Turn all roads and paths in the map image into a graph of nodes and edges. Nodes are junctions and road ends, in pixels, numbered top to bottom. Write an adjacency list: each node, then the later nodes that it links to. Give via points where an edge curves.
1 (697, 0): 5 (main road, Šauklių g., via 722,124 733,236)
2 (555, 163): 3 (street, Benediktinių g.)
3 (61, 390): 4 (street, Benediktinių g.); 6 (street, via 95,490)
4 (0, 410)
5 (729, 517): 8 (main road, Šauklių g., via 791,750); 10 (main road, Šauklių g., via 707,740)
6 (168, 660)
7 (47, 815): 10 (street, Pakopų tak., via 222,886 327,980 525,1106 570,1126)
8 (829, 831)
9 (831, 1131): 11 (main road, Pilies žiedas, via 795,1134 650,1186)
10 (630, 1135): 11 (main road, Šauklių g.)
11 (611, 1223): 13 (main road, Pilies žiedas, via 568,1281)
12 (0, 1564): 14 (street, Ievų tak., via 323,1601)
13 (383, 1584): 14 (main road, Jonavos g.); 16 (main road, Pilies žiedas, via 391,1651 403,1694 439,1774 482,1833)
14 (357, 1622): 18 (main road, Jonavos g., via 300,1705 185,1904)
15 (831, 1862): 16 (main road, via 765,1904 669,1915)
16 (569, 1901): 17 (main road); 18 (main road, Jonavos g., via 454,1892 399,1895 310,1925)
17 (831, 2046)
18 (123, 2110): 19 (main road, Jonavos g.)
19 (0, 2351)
---
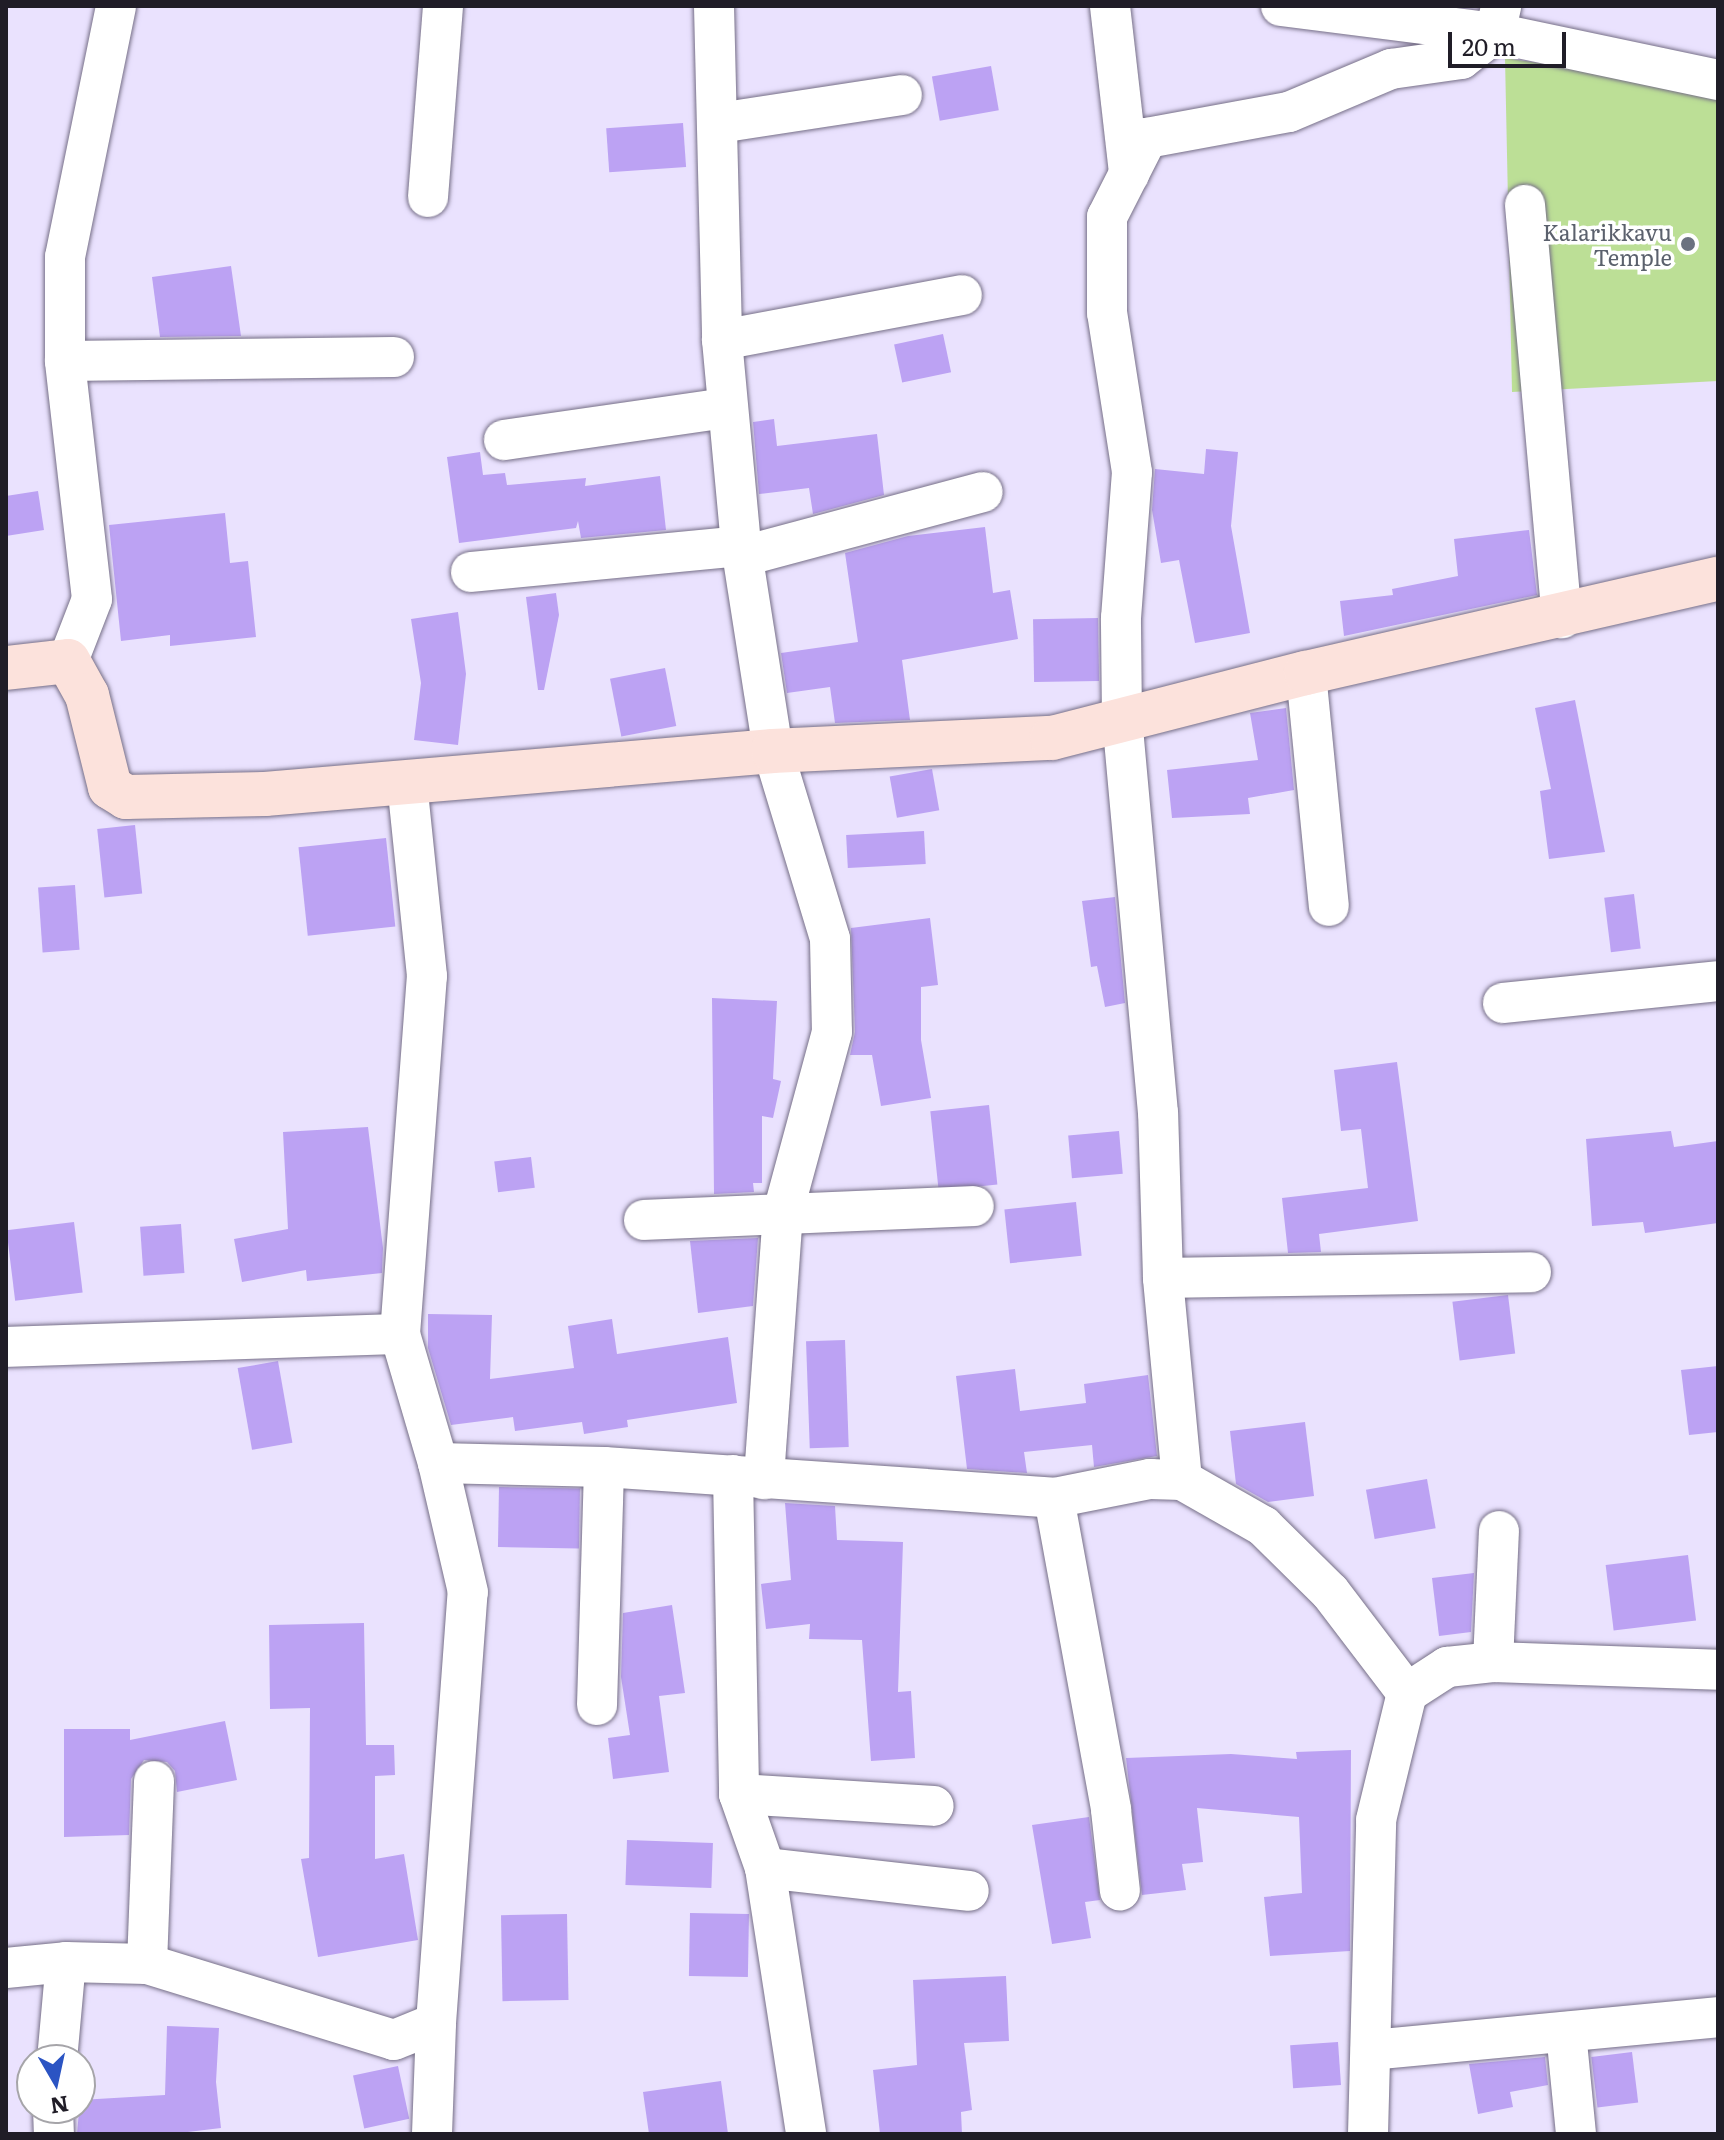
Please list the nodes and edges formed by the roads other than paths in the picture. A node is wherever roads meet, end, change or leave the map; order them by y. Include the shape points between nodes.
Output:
---
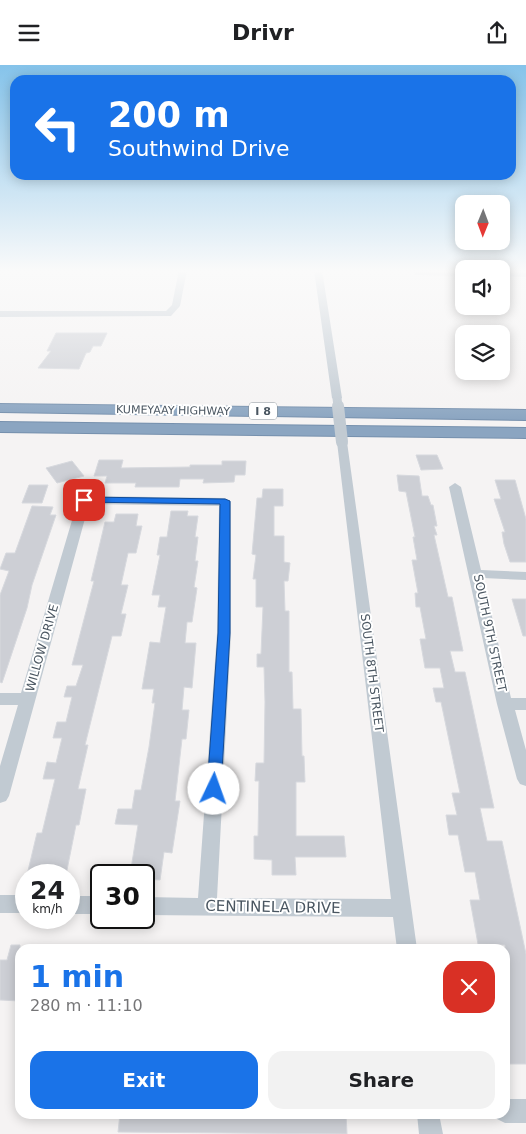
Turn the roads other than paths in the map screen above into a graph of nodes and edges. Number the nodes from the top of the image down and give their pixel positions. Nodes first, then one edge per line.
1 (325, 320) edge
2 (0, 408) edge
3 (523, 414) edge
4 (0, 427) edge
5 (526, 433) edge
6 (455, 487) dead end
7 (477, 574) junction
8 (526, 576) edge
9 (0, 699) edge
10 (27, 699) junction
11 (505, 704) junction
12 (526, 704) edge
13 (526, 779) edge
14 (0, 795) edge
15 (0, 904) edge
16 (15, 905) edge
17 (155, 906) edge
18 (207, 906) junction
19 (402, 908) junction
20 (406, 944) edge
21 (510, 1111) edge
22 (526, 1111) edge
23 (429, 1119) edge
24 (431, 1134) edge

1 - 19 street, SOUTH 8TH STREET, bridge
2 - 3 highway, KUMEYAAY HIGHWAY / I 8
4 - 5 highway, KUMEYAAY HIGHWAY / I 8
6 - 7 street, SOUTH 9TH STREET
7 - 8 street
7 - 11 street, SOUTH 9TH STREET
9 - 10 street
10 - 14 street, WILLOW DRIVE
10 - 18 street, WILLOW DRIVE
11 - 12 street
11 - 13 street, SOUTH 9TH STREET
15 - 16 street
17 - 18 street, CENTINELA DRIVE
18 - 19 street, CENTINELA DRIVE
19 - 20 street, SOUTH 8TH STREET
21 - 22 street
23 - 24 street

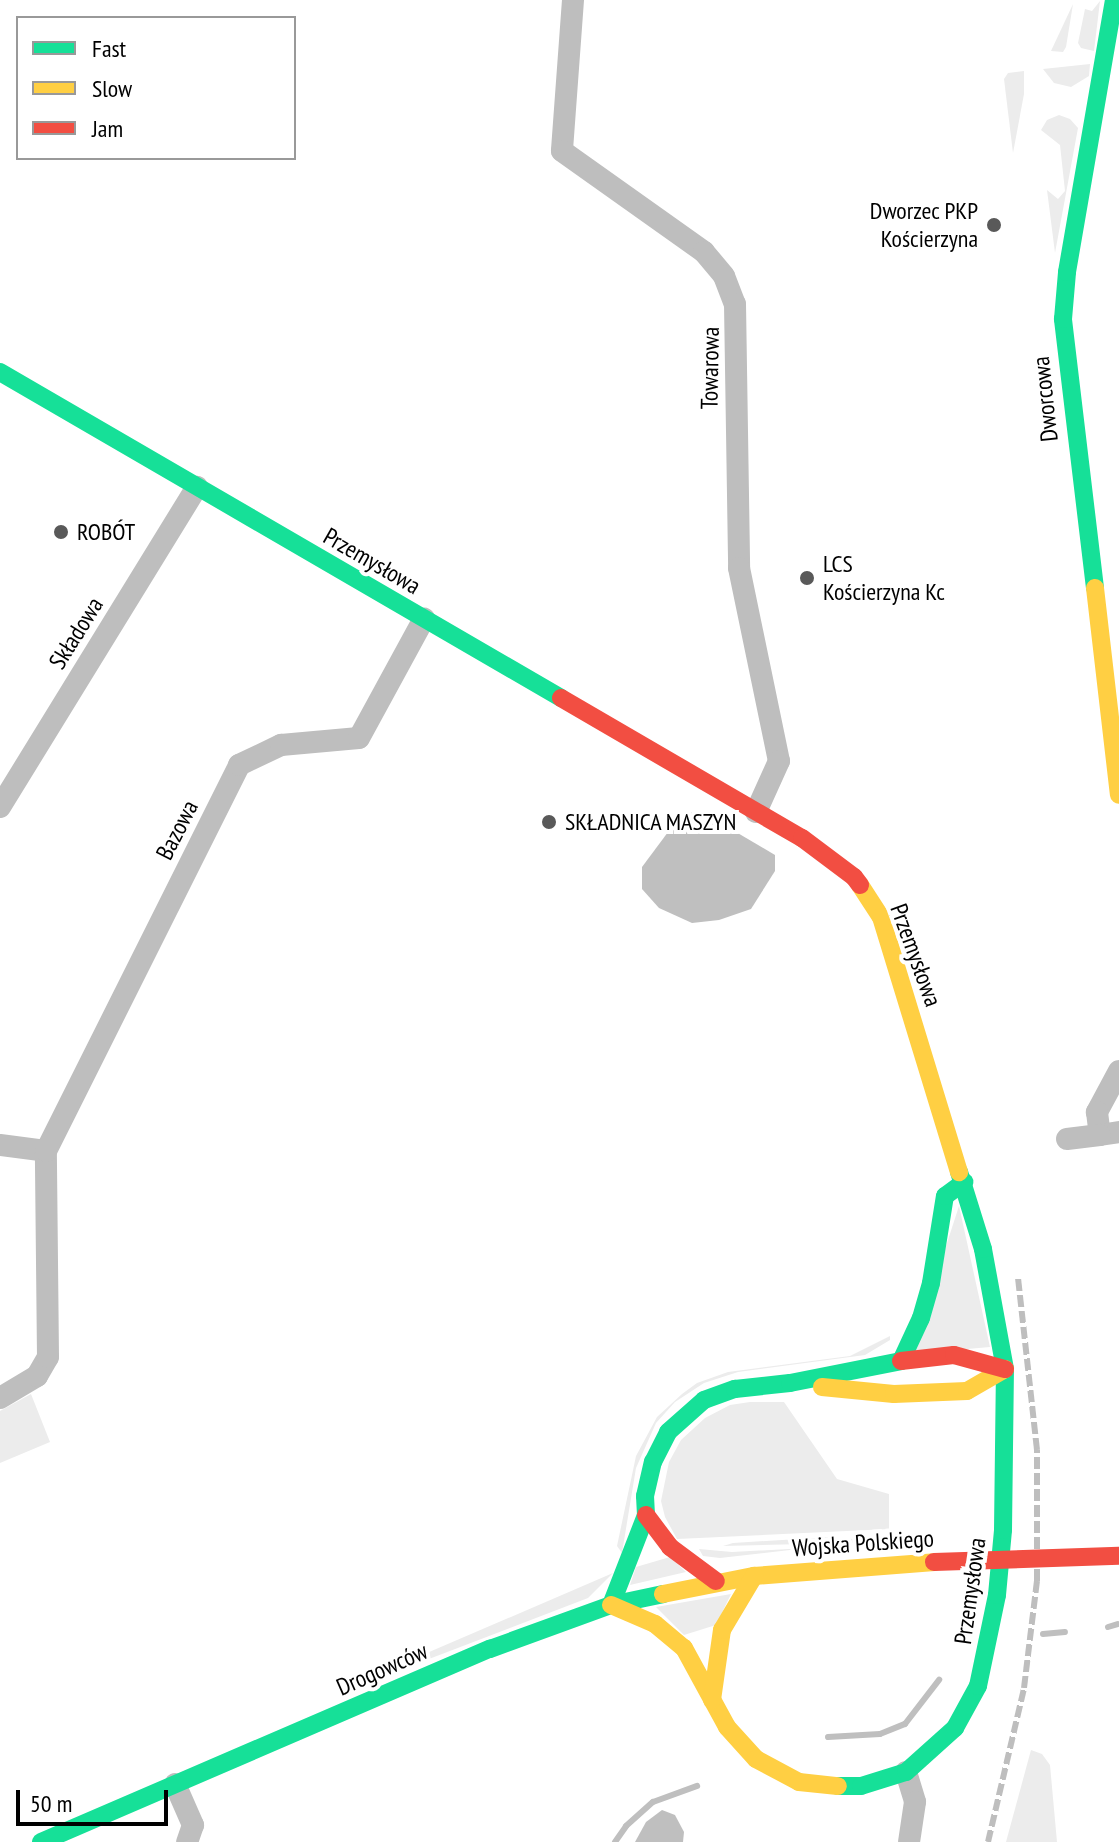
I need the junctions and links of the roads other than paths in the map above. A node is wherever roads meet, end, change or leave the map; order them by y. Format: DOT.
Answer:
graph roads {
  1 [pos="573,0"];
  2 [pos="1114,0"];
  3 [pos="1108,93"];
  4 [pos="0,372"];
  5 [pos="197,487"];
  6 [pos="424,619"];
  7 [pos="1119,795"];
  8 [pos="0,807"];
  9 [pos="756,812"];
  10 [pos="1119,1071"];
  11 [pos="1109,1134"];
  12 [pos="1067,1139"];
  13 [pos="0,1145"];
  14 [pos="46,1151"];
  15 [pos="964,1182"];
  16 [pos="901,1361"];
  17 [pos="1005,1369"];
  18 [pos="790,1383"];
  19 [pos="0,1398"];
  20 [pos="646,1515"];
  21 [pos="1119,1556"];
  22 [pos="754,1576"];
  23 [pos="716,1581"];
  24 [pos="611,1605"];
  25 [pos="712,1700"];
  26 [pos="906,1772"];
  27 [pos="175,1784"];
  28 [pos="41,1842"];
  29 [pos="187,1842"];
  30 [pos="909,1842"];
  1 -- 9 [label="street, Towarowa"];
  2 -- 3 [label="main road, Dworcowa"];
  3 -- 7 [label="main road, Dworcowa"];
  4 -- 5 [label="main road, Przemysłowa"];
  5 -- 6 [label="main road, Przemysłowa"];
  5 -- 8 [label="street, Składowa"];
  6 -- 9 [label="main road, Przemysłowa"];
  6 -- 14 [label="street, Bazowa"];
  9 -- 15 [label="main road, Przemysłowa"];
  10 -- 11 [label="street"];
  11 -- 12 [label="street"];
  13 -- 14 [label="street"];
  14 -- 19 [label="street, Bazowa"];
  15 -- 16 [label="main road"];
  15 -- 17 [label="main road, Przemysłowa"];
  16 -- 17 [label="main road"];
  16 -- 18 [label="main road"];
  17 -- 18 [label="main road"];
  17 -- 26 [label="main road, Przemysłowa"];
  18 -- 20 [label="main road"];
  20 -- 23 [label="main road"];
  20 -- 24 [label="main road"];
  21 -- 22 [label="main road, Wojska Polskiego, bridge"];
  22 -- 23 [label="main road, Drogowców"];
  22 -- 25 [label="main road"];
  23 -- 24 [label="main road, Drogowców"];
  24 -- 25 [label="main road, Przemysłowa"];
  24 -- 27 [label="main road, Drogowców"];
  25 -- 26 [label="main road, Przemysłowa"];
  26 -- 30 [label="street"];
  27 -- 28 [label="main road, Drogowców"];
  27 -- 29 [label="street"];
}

▶ **Exercise directions**
When the word "meet" occurs in a line above, list that line.

▶ **Answer space**
Please list the nodes and edges formed by the roads other than paths in the picture. A node is wherever roads meet, end, change or leave the map; order them by y. Include the shape points between nodes.
I need the junctions and links of the roads other than paths in the map above. A node is wherever roads meet, end, change or leave the map; order them by y. Format: DOT.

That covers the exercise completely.